Anchorage and the rest of urban Alaska are facing a natural gas supply shortage, and fears are rising about how the region will secure reliable access to fuel to heat homes and generate electricity.
Consumer advocates and environmental groups say one way to reduce the state’s dependence on natural gas is through something called a “renewable portfolio standard.” That’s a mandate that Alaska’s electric utilities generate a certain amount of power from renewable sources.
Freelance journalist Nat Herz, at his publication Northern Journal, has been reporting about state lawmakers’ efforts to craft such a mandate. But Herz says the proposal has stalled at the Alaska Capitol amid intense opposition from utilities.

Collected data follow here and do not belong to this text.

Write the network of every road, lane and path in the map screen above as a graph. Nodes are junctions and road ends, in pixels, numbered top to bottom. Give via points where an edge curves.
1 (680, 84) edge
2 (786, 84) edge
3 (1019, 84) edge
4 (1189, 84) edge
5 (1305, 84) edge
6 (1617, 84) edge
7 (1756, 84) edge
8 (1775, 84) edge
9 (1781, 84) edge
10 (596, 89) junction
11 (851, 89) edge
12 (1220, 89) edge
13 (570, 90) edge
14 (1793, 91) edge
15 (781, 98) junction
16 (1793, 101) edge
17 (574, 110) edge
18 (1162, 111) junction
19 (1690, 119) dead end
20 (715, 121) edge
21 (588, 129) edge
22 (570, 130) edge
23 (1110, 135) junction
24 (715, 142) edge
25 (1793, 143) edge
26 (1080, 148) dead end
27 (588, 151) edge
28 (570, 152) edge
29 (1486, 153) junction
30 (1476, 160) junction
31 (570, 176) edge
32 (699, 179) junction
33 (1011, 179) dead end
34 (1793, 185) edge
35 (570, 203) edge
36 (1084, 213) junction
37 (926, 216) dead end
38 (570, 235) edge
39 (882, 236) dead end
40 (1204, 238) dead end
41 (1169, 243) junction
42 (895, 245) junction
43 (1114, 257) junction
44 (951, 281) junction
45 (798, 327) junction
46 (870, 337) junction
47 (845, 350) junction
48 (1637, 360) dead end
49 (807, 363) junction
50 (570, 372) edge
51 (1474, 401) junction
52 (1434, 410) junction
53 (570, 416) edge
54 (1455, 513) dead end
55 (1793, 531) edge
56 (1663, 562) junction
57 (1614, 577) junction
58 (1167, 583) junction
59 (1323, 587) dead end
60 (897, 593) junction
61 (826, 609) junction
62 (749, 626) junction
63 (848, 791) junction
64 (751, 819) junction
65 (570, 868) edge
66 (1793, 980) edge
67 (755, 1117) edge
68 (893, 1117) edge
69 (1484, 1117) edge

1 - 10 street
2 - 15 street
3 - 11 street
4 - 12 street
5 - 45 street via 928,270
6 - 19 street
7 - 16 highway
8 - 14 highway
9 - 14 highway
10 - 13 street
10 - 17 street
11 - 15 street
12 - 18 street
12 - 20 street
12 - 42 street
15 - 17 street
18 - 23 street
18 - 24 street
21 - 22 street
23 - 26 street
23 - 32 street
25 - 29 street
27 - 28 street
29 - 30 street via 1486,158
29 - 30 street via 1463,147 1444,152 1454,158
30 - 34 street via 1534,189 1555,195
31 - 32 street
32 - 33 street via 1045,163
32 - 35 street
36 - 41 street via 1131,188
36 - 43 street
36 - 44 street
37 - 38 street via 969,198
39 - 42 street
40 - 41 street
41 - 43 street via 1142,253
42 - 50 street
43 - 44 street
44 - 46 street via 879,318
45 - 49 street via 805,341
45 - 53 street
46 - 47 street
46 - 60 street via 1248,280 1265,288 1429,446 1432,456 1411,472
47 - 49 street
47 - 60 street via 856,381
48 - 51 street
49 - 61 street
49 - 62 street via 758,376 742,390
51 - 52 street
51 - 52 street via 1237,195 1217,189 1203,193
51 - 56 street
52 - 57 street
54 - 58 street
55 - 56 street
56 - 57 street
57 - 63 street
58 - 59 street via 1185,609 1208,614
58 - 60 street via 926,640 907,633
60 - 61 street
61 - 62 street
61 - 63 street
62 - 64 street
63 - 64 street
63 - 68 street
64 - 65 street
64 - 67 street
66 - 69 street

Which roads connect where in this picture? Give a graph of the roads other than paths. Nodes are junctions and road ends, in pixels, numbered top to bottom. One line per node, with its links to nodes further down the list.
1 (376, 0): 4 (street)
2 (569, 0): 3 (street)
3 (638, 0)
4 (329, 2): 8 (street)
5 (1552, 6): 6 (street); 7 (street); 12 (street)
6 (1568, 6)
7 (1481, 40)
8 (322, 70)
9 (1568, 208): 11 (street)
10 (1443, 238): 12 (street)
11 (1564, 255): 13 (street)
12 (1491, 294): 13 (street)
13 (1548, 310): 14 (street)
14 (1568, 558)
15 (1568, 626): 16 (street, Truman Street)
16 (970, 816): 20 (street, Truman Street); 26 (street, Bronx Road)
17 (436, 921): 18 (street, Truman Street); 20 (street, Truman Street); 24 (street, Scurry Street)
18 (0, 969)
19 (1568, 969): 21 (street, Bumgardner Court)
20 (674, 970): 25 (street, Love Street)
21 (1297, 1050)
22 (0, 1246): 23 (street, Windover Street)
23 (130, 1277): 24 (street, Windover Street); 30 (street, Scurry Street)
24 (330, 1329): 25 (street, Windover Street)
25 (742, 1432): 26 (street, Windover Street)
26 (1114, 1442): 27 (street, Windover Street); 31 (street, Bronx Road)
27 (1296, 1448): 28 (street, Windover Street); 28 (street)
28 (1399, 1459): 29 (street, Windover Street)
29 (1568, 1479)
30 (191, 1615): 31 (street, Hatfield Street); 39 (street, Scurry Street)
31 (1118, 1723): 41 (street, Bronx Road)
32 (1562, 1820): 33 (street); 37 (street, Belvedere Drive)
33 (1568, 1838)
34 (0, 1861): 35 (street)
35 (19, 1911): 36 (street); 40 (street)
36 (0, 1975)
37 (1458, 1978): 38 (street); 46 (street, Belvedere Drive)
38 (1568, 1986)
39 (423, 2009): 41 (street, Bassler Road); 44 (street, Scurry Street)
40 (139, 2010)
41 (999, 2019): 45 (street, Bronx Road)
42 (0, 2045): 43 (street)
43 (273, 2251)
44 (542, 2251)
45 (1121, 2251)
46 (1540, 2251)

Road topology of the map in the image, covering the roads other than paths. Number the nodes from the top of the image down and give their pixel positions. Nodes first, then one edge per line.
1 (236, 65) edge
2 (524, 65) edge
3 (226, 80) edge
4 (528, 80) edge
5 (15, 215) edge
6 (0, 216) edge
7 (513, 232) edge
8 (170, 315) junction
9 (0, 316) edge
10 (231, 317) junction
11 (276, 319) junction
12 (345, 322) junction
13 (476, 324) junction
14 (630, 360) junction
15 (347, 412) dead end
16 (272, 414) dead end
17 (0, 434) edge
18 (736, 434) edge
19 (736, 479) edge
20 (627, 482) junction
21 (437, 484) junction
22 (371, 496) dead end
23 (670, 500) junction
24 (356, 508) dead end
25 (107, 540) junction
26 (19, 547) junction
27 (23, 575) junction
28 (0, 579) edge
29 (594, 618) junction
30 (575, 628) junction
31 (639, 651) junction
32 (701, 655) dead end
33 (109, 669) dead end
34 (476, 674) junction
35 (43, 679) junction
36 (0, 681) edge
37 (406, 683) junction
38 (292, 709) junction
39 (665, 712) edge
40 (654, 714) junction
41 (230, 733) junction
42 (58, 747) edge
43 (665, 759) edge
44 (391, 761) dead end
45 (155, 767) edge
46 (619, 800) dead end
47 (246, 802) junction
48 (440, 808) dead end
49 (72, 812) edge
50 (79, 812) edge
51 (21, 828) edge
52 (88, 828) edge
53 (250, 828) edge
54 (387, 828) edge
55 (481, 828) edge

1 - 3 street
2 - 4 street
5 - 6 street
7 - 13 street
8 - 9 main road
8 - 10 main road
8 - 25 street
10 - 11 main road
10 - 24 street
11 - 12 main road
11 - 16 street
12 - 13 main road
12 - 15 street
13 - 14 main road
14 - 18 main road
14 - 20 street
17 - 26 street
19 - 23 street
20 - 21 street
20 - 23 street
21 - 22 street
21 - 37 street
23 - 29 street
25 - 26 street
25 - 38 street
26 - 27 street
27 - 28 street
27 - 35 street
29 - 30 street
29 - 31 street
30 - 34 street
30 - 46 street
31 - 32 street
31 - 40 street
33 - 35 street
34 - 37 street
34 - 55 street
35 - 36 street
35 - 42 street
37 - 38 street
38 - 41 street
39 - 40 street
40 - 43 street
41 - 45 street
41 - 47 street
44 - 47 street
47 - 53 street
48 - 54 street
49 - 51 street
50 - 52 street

Nat Herz: Yeah, so we pay pretty high prices for our natural gas-generated power here on the Railbelt. And in a few years, the big natural gas company that operates in Cook Inlet, Hilcorp, has said, “Look, you guys are essentially out of gas that we can find in a way that doesn’t cost more money than anyone is going to want to pay for it.” And so there’s kind of this natural gas cliff that we may fall off in a few years where, all of a sudden, we are either going to have to generate power in some other way or we’re potentially going to have to pay a lot of money to import natural gas in liquefied form in tankers from outside the state.
So one thing that folks think we could do about that is find ways to reduce our dependence on natural gas, such as by installing large amounts of wind, solar, hydroelectric, other forms of renewable power. But there’s not a lot of confidence by these advocacy groups that utilities are going to do this on their own. And so one way that they have tried to encourage this to happen is through what’s called a “renewable portfolio standard.” And that is essentially a piece of legislation that would require utilities to generate a certain amount of power from renewable sources by a specific time.
Casey Grove: And here in Alaska, there was a renewables bill in the legislature last year. Tell me about that.
NH: What’s interesting is that Republican Gov. Mike Dunleavy was the one who proposed this renewable portfolio standard to require the utilities to generate 80% of their power from renewable sources by 2040, which is a pretty quick turnaround, given that they generate about 20% right now. But the governor’s bill didn’t really seem to get anywhere. And we obtained some emails through public records requests that showed that the deputy that Dunleavy assigned to carry the bill through the Legislature, Curtis Thayer, who heads the Alaska Energy Authority, the emails showed that he actually was working behind the scenes early on, as the legislation was being developed, to try to make the legislation a little bit more palatable to the utilities, which were objecting to the pace and the high degree of renewables adoption that was originally put in the bill. And through the legislative process, last year, the legislation was kind of amended, to allow sources like nuclear power, for example, also to maybe push off the implementation by about 10 years to 2050. But ultimately, the bill never passed, and it died at the end of the legislative session last year.
CG: Am I getting this right, that the concerns about putting more solar, wind, other renewable power sources onto the grid, those concerns are that that will raise electricity prices or affect reliability? What do we actually know about that?
NH: You know, what’s interesting is that they are actually very, very, very different analyses of, is this going to cost more money? Because the price of renewables has just gone down so far in the past, you know, five ,10, 15 years. And so the utilities say they’ve got some models that suggest that moving to renewables in the way that the governor’s legislation last year wanted would drive rates up by as much as 15%, 20%, 25%. There’s another analysis done by a credible independent energy analyst that shows actually the the cost of building all of the renewable stuff would be far smaller than the fuel savings that would result in not having to buy natural gas to feed our natural gas power plants. There is a more authoritative study that’s expected out from the National Renewable Energy Laboratory that was commissioned by the governor’s office that should actually sort of put this debate to rest. But it’s not done yet, so we don’t really have the information. And it’s really become a kind of point of debate, as lawmakers have considered this proposed legislation.
CG: So the debate has not been laid to rest this point. Where does this proposal stand right now?
NH: Yeah, so the governor did not reintroduce this bill this year. I interviewed him about this, and he basically said, “I had too much other stuff on my plate. I was proposing legislation to monetize Alaska’s forests. I appointed a clean energy task force.” The governor said he was waiting for legislators to likely introduce it. There were a couple of them that did ultimately propose a bill, but it took them two months into the legislative session. They basically started from square one without all of these items that had been previously added at the request of the utilities, like including nuclear power in the renewables category, like delaying the implementation. So now they’re kind of starting through the legislative process again.
But meanwhile, we’ve gone another two years, basically, since the governor introduced his first proposal, where we’ve been, you know, using that dwindling supply of natural gas in Cook Inlet without a clear solution of what we’re going to do when that gas is no longer available and without really a whole lot of obvious urgency and new projects being announced by the utilities. So there’s some pretty big questions about how this is all going to play out.